→ **Task directions**: With the pictures left out, restate every entry word for word.

┌─ Supplied material

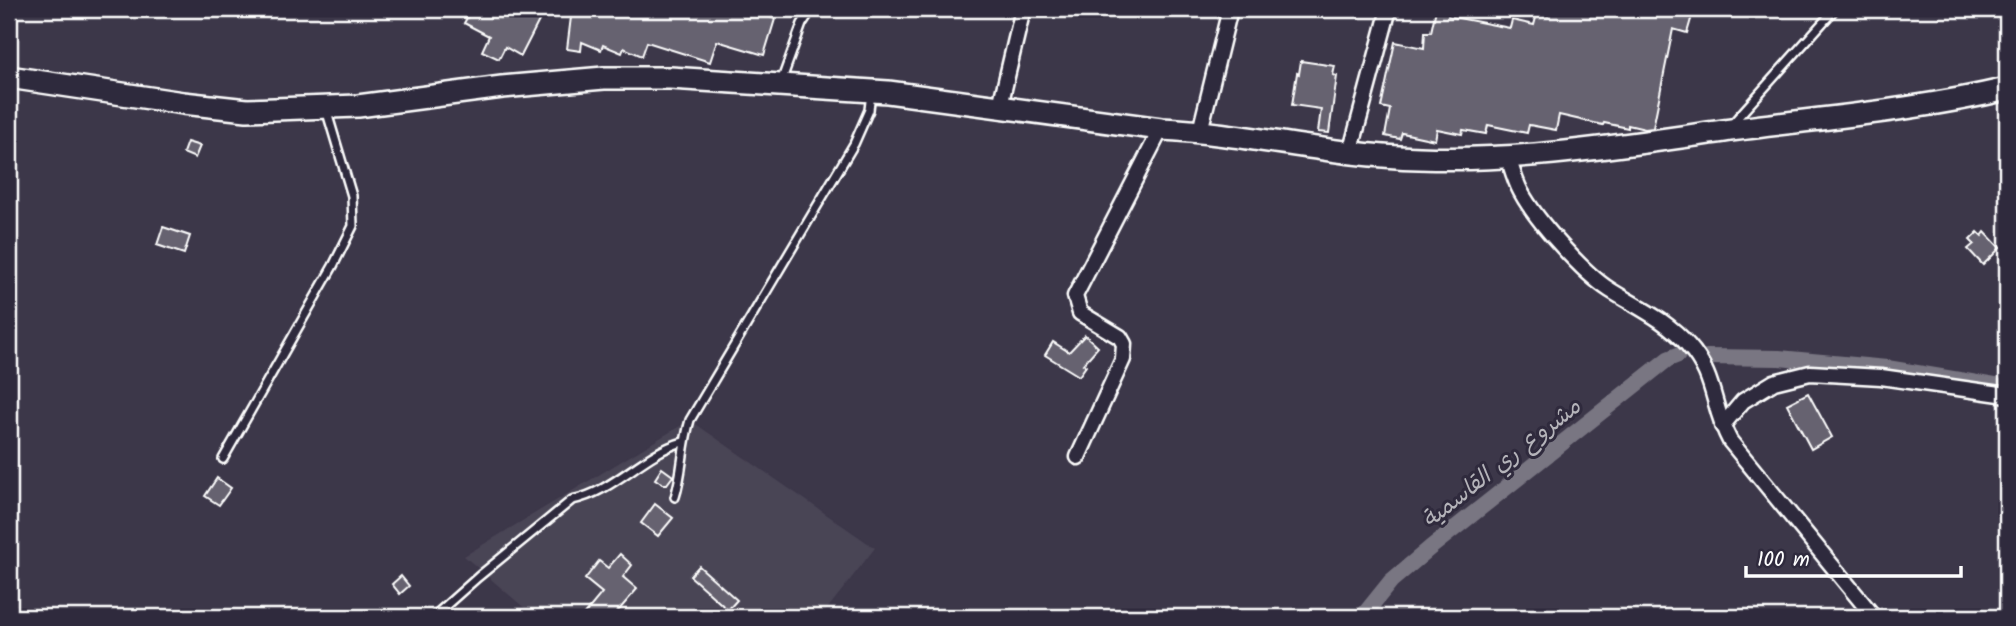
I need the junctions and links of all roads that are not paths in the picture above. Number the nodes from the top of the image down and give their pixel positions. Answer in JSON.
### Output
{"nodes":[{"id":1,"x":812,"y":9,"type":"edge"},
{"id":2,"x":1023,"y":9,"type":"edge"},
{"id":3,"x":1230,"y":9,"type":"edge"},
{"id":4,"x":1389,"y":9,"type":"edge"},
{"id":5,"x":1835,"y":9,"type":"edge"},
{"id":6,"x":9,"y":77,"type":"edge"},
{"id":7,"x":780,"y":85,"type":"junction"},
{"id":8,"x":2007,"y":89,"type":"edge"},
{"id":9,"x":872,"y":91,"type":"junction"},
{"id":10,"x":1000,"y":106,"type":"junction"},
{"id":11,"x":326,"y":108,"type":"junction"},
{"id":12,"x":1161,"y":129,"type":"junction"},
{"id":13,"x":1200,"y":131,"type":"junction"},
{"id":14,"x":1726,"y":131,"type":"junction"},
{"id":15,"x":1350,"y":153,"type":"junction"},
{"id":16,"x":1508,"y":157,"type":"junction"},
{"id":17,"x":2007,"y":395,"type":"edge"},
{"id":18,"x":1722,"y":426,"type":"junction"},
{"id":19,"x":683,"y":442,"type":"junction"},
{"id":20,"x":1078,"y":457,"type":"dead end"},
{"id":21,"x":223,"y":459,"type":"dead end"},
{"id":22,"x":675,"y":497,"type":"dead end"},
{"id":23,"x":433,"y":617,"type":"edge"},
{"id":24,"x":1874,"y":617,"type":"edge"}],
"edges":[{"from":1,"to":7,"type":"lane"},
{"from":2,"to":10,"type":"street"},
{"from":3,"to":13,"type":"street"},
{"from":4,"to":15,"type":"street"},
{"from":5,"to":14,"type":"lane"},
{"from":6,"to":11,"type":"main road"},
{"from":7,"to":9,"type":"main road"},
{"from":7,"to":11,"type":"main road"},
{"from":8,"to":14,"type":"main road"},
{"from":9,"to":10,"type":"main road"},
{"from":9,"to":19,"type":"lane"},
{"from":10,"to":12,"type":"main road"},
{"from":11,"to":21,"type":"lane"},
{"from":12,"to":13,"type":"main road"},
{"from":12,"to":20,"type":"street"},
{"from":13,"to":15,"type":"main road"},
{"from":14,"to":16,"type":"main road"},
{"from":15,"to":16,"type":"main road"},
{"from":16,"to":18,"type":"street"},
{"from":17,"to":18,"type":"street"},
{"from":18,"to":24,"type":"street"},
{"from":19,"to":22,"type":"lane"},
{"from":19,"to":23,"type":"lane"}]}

└─

→ **Written solution**:
I need the junctions and links of all roads that are not paths in the picture above. Number the nodes from the top of the image down and give their pixel positions. Answer in JSON.
### Output
{"nodes":[{"id":1,"x":812,"y":9,"type":"edge"},
{"id":2,"x":1023,"y":9,"type":"edge"},
{"id":3,"x":1230,"y":9,"type":"edge"},
{"id":4,"x":1389,"y":9,"type":"edge"},
{"id":5,"x":1835,"y":9,"type":"edge"},
{"id":6,"x":9,"y":77,"type":"edge"},
{"id":7,"x":780,"y":85,"type":"junction"},
{"id":8,"x":2007,"y":89,"type":"edge"},
{"id":9,"x":872,"y":91,"type":"junction"},
{"id":10,"x":1000,"y":106,"type":"junction"},
{"id":11,"x":326,"y":108,"type":"junction"},
{"id":12,"x":1161,"y":129,"type":"junction"},
{"id":13,"x":1200,"y":131,"type":"junction"},
{"id":14,"x":1726,"y":131,"type":"junction"},
{"id":15,"x":1350,"y":153,"type":"junction"},
{"id":16,"x":1508,"y":157,"type":"junction"},
{"id":17,"x":2007,"y":395,"type":"edge"},
{"id":18,"x":1722,"y":426,"type":"junction"},
{"id":19,"x":683,"y":442,"type":"junction"},
{"id":20,"x":1078,"y":457,"type":"dead end"},
{"id":21,"x":223,"y":459,"type":"dead end"},
{"id":22,"x":675,"y":497,"type":"dead end"},
{"id":23,"x":433,"y":617,"type":"edge"},
{"id":24,"x":1874,"y":617,"type":"edge"}],
"edges":[{"from":1,"to":7,"type":"lane"},
{"from":2,"to":10,"type":"street"},
{"from":3,"to":13,"type":"street"},
{"from":4,"to":15,"type":"street"},
{"from":5,"to":14,"type":"lane"},
{"from":6,"to":11,"type":"main road"},
{"from":7,"to":9,"type":"main road"},
{"from":7,"to":11,"type":"main road"},
{"from":8,"to":14,"type":"main road"},
{"from":9,"to":10,"type":"main road"},
{"from":9,"to":19,"type":"lane"},
{"from":10,"to":12,"type":"main road"},
{"from":11,"to":21,"type":"lane"},
{"from":12,"to":13,"type":"main road"},
{"from":12,"to":20,"type":"street"},
{"from":13,"to":15,"type":"main road"},
{"from":14,"to":16,"type":"main road"},
{"from":15,"to":16,"type":"main road"},
{"from":16,"to":18,"type":"street"},
{"from":17,"to":18,"type":"street"},
{"from":18,"to":24,"type":"street"},
{"from":19,"to":22,"type":"lane"},
{"from":19,"to":23,"type":"lane"}]}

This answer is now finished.